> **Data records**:
......
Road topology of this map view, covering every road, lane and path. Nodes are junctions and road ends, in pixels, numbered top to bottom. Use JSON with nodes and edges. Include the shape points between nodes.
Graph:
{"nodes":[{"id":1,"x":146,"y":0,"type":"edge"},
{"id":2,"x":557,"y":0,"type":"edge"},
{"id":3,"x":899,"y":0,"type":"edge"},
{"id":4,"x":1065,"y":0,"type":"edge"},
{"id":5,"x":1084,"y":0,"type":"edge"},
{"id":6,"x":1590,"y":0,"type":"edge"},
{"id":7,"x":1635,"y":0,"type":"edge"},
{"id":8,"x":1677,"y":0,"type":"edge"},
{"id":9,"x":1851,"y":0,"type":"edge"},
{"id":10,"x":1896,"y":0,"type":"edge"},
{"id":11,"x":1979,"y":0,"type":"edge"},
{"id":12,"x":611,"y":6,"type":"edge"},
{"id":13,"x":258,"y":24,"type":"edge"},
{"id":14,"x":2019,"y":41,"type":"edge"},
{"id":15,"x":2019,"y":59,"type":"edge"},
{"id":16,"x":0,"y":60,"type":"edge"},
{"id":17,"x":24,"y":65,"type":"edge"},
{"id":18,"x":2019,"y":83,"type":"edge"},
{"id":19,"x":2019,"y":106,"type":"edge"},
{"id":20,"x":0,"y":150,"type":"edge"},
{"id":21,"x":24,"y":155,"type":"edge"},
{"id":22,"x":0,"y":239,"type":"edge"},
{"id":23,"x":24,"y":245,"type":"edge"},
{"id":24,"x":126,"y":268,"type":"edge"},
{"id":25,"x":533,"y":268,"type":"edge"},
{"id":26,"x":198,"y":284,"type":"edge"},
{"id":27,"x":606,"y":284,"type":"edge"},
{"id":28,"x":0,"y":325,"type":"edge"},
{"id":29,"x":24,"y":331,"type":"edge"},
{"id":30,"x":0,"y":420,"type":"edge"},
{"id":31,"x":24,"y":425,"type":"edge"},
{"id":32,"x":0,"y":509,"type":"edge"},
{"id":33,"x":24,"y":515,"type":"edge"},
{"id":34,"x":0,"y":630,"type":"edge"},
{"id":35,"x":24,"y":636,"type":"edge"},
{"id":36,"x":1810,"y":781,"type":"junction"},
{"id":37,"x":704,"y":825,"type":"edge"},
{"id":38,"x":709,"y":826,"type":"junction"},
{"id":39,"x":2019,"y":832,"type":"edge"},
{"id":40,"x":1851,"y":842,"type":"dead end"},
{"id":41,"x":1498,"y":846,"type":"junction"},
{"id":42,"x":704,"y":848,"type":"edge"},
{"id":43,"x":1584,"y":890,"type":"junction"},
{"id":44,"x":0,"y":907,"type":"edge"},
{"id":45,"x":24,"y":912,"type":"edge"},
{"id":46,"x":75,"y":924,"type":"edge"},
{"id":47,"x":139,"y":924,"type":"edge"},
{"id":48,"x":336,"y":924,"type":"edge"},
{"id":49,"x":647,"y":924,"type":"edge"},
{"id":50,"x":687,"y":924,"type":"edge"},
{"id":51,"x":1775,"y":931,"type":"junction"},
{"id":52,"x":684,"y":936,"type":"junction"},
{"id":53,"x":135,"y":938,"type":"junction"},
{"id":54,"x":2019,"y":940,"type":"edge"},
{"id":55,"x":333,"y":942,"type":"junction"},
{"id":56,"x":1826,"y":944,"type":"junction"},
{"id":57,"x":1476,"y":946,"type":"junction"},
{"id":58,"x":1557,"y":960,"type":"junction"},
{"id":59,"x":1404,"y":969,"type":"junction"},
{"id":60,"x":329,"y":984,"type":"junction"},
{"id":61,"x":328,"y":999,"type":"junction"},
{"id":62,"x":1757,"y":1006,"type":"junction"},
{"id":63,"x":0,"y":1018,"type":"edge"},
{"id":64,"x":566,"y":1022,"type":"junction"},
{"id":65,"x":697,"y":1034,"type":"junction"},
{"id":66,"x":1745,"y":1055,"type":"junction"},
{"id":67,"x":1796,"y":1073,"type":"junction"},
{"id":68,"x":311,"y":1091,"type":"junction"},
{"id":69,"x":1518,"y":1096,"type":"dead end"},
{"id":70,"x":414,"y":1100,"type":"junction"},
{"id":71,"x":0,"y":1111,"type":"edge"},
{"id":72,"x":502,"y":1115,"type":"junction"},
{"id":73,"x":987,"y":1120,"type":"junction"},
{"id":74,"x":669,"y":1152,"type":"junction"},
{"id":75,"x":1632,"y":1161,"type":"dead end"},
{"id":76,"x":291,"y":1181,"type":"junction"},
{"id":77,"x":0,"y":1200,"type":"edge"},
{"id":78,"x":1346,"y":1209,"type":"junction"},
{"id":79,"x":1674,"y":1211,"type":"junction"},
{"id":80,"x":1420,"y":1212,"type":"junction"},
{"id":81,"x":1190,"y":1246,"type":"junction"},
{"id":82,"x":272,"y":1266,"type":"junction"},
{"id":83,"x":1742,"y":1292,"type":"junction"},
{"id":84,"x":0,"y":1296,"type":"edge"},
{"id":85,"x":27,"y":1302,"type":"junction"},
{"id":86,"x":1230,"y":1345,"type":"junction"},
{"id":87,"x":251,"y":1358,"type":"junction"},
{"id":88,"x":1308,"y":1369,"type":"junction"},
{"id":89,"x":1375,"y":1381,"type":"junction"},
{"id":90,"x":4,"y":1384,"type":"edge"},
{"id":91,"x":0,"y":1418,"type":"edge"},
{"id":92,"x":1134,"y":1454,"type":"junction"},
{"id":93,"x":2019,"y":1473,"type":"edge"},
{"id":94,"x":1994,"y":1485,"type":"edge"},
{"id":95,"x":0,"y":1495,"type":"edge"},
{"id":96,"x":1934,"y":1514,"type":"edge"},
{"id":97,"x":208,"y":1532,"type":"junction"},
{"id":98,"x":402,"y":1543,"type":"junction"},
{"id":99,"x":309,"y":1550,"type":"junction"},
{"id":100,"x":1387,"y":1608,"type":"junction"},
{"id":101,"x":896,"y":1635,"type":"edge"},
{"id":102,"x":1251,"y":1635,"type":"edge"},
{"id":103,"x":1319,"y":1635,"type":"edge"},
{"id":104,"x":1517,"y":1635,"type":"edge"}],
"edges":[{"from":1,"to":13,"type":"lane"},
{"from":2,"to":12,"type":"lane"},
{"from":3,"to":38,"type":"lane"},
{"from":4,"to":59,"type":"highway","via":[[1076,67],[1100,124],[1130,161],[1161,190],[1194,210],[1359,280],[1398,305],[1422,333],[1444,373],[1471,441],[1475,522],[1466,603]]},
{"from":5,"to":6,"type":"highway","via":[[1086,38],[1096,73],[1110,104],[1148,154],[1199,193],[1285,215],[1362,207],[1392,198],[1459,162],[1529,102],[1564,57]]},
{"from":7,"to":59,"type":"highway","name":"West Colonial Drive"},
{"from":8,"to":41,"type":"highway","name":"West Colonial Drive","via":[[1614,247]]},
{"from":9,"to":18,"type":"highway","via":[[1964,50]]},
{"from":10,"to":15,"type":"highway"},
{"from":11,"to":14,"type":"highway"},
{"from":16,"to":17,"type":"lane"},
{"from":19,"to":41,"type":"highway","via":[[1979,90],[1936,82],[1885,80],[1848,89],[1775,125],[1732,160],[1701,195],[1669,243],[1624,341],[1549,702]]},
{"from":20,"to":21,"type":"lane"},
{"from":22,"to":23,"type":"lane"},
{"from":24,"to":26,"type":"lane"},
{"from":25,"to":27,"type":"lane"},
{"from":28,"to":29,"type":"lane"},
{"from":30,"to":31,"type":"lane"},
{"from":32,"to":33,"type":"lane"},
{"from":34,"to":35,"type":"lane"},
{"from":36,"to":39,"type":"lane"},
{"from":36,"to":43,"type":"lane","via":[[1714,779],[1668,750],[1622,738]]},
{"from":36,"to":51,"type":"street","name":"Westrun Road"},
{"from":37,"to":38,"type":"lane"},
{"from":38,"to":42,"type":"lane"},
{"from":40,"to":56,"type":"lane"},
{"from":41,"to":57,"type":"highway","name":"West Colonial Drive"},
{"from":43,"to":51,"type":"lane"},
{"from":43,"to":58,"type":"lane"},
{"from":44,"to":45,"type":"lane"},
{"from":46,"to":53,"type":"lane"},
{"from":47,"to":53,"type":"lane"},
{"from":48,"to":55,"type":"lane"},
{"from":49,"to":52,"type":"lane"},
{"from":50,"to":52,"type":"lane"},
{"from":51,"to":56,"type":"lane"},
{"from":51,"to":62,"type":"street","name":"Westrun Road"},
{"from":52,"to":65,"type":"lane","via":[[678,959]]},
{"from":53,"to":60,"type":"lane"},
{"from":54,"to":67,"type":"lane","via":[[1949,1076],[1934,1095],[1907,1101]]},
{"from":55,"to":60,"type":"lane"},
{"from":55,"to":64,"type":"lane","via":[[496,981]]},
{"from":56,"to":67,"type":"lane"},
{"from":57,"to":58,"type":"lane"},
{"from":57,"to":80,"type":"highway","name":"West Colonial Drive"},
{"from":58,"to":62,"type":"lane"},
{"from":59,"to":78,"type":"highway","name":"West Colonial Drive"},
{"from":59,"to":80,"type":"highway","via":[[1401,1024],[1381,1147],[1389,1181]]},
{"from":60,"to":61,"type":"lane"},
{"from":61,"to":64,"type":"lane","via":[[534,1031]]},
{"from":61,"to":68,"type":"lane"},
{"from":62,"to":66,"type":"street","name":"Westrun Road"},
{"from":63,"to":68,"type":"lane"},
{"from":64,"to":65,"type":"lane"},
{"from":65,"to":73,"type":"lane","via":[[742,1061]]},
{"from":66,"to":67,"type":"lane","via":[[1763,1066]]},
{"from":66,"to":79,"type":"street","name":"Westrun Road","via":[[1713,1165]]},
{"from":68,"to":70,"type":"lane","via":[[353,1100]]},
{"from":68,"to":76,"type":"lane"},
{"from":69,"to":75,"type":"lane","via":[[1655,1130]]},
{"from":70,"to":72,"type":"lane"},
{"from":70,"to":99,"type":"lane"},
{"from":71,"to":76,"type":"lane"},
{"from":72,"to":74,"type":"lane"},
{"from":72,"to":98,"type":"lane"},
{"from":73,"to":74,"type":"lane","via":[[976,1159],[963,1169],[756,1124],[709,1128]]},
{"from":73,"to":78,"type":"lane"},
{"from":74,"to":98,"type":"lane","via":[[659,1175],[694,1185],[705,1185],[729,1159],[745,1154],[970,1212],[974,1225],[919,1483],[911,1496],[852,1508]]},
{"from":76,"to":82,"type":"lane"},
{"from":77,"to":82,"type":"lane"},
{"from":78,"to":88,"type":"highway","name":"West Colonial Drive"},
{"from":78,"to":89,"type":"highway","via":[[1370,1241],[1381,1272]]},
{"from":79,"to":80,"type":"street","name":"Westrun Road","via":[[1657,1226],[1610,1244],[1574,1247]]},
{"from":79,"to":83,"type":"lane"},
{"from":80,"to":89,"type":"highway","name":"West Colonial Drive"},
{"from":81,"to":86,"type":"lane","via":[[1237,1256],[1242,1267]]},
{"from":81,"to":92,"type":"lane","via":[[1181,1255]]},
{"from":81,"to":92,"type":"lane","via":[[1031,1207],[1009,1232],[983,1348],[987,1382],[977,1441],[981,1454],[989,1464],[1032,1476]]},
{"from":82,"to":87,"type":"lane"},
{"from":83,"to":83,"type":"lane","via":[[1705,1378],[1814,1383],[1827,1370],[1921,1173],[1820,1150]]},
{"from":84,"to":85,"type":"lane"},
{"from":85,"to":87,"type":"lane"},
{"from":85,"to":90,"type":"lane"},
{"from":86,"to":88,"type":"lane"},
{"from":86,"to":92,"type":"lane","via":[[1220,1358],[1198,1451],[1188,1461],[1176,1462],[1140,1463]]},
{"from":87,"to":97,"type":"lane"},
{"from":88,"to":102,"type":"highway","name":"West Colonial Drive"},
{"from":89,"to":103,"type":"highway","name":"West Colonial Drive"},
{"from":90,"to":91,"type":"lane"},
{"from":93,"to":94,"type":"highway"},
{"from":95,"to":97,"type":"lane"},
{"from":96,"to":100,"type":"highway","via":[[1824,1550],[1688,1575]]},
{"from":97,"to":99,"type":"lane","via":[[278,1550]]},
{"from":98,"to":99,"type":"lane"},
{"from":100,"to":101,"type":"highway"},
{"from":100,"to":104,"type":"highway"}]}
......
> **Your instructions**: Only lines that include "Colonial" belong in the answer; return them from the entries above.

> **Response to this task**:
{"from":7,"to":59,"type":"highway","name":"West Colonial Drive"},
{"from":8,"to":41,"type":"highway","name":"West Colonial Drive","via":[[1614,247]]},
{"from":41,"to":57,"type":"highway","name":"West Colonial Drive"},
{"from":57,"to":80,"type":"highway","name":"West Colonial Drive"},
{"from":59,"to":78,"type":"highway","name":"West Colonial Drive"},
{"from":78,"to":88,"type":"highway","name":"West Colonial Drive"},
{"from":80,"to":89,"type":"highway","name":"West Colonial Drive"},
{"from":88,"to":102,"type":"highway","name":"West Colonial Drive"},
{"from":89,"to":103,"type":"highway","name":"West Colonial Drive"},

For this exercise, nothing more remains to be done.